__Directions__:
Write out the whole listing exactly.

__Extracted information__:
**********
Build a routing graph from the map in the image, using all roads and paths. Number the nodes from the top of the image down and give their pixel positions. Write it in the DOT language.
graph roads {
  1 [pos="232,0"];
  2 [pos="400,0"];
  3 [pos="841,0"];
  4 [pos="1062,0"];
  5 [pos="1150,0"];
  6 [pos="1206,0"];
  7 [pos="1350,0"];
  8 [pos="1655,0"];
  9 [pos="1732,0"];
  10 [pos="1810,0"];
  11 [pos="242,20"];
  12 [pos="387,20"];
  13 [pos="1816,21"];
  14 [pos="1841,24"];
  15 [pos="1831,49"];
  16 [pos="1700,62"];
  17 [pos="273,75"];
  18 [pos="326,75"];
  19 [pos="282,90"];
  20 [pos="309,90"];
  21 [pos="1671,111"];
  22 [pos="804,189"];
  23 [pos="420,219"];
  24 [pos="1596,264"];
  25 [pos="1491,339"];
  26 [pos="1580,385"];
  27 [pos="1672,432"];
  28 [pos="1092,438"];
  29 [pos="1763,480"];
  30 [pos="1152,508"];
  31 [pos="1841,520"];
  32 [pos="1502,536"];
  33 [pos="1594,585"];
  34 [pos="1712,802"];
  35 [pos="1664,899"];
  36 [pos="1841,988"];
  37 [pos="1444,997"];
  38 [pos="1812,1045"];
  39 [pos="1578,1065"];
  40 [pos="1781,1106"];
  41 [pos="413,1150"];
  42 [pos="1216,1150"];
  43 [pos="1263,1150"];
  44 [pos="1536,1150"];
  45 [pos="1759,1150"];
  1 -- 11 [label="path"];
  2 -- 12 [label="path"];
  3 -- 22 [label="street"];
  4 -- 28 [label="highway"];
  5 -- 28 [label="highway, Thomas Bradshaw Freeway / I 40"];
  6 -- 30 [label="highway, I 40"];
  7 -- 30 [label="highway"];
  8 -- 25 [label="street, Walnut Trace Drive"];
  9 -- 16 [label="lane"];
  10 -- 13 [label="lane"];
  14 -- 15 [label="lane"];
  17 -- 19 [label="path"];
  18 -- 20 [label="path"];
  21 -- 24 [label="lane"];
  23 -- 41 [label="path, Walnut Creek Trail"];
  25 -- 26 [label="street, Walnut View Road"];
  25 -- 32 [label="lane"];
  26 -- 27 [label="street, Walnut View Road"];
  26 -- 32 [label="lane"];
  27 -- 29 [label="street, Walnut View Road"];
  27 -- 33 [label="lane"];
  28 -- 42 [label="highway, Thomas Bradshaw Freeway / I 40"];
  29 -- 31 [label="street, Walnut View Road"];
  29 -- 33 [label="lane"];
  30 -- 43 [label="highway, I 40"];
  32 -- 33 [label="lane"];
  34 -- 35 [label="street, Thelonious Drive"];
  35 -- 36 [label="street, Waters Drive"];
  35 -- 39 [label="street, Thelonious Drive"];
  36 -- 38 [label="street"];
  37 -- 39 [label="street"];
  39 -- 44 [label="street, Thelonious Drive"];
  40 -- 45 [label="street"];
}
**********
__Your response__:
Build a routing graph from the map in the image, using all roads and paths. Number the nodes from the top of the image down and give their pixel positions. Write it in the DOT language.
graph roads {
  1 [pos="232,0"];
  2 [pos="400,0"];
  3 [pos="841,0"];
  4 [pos="1062,0"];
  5 [pos="1150,0"];
  6 [pos="1206,0"];
  7 [pos="1350,0"];
  8 [pos="1655,0"];
  9 [pos="1732,0"];
  10 [pos="1810,0"];
  11 [pos="242,20"];
  12 [pos="387,20"];
  13 [pos="1816,21"];
  14 [pos="1841,24"];
  15 [pos="1831,49"];
  16 [pos="1700,62"];
  17 [pos="273,75"];
  18 [pos="326,75"];
  19 [pos="282,90"];
  20 [pos="309,90"];
  21 [pos="1671,111"];
  22 [pos="804,189"];
  23 [pos="420,219"];
  24 [pos="1596,264"];
  25 [pos="1491,339"];
  26 [pos="1580,385"];
  27 [pos="1672,432"];
  28 [pos="1092,438"];
  29 [pos="1763,480"];
  30 [pos="1152,508"];
  31 [pos="1841,520"];
  32 [pos="1502,536"];
  33 [pos="1594,585"];
  34 [pos="1712,802"];
  35 [pos="1664,899"];
  36 [pos="1841,988"];
  37 [pos="1444,997"];
  38 [pos="1812,1045"];
  39 [pos="1578,1065"];
  40 [pos="1781,1106"];
  41 [pos="413,1150"];
  42 [pos="1216,1150"];
  43 [pos="1263,1150"];
  44 [pos="1536,1150"];
  45 [pos="1759,1150"];
  1 -- 11 [label="path"];
  2 -- 12 [label="path"];
  3 -- 22 [label="street"];
  4 -- 28 [label="highway"];
  5 -- 28 [label="highway, Thomas Bradshaw Freeway / I 40"];
  6 -- 30 [label="highway, I 40"];
  7 -- 30 [label="highway"];
  8 -- 25 [label="street, Walnut Trace Drive"];
  9 -- 16 [label="lane"];
  10 -- 13 [label="lane"];
  14 -- 15 [label="lane"];
  17 -- 19 [label="path"];
  18 -- 20 [label="path"];
  21 -- 24 [label="lane"];
  23 -- 41 [label="path, Walnut Creek Trail"];
  25 -- 26 [label="street, Walnut View Road"];
  25 -- 32 [label="lane"];
  26 -- 27 [label="street, Walnut View Road"];
  26 -- 32 [label="lane"];
  27 -- 29 [label="street, Walnut View Road"];
  27 -- 33 [label="lane"];
  28 -- 42 [label="highway, Thomas Bradshaw Freeway / I 40"];
  29 -- 31 [label="street, Walnut View Road"];
  29 -- 33 [label="lane"];
  30 -- 43 [label="highway, I 40"];
  32 -- 33 [label="lane"];
  34 -- 35 [label="street, Thelonious Drive"];
  35 -- 36 [label="street, Waters Drive"];
  35 -- 39 [label="street, Thelonious Drive"];
  36 -- 38 [label="street"];
  37 -- 39 [label="street"];
  39 -- 44 [label="street, Thelonious Drive"];
  40 -- 45 [label="street"];
}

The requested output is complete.